### PROMPT
Determine how many lines in the entries below include the word "Cipinang", and reply with that number alone.

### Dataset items

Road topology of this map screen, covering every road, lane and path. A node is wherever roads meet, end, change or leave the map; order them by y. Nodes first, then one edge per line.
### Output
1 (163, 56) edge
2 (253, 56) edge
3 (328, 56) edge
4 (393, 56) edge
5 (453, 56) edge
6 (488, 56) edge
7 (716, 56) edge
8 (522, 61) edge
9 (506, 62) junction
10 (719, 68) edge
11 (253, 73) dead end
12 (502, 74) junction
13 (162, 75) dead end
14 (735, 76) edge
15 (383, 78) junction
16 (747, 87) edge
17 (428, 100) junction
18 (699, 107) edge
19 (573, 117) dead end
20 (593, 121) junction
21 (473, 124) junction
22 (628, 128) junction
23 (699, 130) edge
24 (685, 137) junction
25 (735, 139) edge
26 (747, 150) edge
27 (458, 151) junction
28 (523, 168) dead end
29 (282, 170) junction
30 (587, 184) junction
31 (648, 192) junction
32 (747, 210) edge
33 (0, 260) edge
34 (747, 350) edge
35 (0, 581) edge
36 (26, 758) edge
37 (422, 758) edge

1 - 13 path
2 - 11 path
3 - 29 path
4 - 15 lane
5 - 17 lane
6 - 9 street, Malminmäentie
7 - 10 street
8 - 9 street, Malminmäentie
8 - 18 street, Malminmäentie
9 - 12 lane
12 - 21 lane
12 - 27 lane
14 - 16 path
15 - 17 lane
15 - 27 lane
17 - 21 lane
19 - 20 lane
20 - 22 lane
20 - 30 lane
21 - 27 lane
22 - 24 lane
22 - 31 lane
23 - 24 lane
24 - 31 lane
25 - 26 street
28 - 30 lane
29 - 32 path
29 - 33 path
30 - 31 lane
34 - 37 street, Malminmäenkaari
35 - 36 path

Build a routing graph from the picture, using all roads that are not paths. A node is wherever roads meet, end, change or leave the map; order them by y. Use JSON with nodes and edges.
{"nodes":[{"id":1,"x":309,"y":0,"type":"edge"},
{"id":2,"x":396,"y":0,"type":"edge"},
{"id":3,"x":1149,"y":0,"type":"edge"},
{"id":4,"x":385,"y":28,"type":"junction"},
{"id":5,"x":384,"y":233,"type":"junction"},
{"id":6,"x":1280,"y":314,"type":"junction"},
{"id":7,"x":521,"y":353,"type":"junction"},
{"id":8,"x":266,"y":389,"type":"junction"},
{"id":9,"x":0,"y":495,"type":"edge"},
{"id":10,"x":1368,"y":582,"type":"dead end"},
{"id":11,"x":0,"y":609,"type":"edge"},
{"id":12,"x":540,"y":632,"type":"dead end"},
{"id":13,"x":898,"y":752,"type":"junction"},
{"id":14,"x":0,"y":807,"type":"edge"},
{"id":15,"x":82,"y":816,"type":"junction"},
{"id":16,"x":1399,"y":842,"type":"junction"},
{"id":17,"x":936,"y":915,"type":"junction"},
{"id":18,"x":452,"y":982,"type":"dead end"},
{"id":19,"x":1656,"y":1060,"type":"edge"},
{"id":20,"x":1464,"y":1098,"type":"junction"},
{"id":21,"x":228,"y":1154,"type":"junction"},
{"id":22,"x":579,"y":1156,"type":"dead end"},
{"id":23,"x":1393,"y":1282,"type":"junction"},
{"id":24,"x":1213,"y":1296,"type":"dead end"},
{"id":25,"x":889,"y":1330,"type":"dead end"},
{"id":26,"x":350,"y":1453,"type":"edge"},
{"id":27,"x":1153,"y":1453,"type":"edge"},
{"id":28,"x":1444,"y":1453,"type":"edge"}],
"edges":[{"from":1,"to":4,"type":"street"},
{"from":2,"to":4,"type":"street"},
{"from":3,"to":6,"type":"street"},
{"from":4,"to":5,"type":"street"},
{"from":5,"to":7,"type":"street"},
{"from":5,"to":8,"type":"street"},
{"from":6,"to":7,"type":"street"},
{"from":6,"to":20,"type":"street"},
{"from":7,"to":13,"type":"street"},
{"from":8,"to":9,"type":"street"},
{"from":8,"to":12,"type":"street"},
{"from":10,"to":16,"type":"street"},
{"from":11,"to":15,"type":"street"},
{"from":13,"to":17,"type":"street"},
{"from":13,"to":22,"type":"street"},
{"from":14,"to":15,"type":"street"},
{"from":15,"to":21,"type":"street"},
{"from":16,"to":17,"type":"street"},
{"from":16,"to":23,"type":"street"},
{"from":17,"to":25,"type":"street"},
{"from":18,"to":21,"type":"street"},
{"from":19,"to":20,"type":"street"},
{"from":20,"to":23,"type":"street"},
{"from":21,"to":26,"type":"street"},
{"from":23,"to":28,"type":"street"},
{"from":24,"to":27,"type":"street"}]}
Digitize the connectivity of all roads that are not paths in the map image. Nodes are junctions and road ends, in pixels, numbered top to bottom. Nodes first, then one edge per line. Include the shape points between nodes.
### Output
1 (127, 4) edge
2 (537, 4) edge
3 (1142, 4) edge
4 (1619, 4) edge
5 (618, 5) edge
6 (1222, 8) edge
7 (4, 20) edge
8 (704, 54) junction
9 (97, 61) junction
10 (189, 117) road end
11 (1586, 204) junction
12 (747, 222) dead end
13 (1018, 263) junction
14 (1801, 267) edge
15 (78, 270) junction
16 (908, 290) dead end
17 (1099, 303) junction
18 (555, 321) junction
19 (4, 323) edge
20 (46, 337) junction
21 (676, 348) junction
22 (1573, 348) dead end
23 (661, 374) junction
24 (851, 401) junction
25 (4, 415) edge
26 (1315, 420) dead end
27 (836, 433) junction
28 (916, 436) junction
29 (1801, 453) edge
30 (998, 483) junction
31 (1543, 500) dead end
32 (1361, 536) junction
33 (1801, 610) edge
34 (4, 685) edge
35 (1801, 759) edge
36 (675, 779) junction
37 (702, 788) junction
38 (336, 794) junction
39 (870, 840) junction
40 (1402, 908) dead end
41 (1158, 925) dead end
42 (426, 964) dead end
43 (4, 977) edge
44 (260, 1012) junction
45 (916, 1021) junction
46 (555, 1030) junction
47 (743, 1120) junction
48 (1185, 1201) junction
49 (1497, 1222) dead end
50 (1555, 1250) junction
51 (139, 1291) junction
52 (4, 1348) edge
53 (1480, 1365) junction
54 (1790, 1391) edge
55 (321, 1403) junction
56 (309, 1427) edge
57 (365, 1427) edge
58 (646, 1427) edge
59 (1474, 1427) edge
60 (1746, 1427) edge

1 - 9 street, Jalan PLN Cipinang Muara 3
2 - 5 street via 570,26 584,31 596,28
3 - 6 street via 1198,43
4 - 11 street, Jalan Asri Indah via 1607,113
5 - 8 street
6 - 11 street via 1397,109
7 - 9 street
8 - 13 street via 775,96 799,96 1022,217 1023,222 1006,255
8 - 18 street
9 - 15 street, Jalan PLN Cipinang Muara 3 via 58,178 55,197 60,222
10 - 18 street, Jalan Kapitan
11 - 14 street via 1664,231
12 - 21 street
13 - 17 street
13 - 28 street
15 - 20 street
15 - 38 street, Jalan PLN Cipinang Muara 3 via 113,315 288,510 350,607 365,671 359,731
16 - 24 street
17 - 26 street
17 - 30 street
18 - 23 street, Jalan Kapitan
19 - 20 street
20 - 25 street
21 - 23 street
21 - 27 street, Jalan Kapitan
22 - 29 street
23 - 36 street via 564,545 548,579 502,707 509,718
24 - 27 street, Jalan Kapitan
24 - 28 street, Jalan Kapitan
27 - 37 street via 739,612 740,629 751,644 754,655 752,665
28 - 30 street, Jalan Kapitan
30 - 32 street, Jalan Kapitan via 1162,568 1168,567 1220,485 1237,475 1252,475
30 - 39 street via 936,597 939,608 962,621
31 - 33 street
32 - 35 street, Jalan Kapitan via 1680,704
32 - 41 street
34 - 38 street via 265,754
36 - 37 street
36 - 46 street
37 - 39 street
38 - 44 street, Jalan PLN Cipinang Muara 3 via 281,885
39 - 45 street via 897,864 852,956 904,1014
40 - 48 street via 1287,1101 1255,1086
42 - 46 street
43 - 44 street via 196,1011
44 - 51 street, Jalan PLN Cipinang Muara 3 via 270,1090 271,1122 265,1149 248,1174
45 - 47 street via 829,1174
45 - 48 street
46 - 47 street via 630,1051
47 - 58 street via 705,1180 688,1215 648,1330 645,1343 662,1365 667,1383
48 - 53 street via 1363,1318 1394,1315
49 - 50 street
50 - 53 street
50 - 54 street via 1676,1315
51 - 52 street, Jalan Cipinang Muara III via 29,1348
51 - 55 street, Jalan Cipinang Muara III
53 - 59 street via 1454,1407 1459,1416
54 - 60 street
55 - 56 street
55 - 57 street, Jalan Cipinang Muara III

### WORKED SOLUTION
8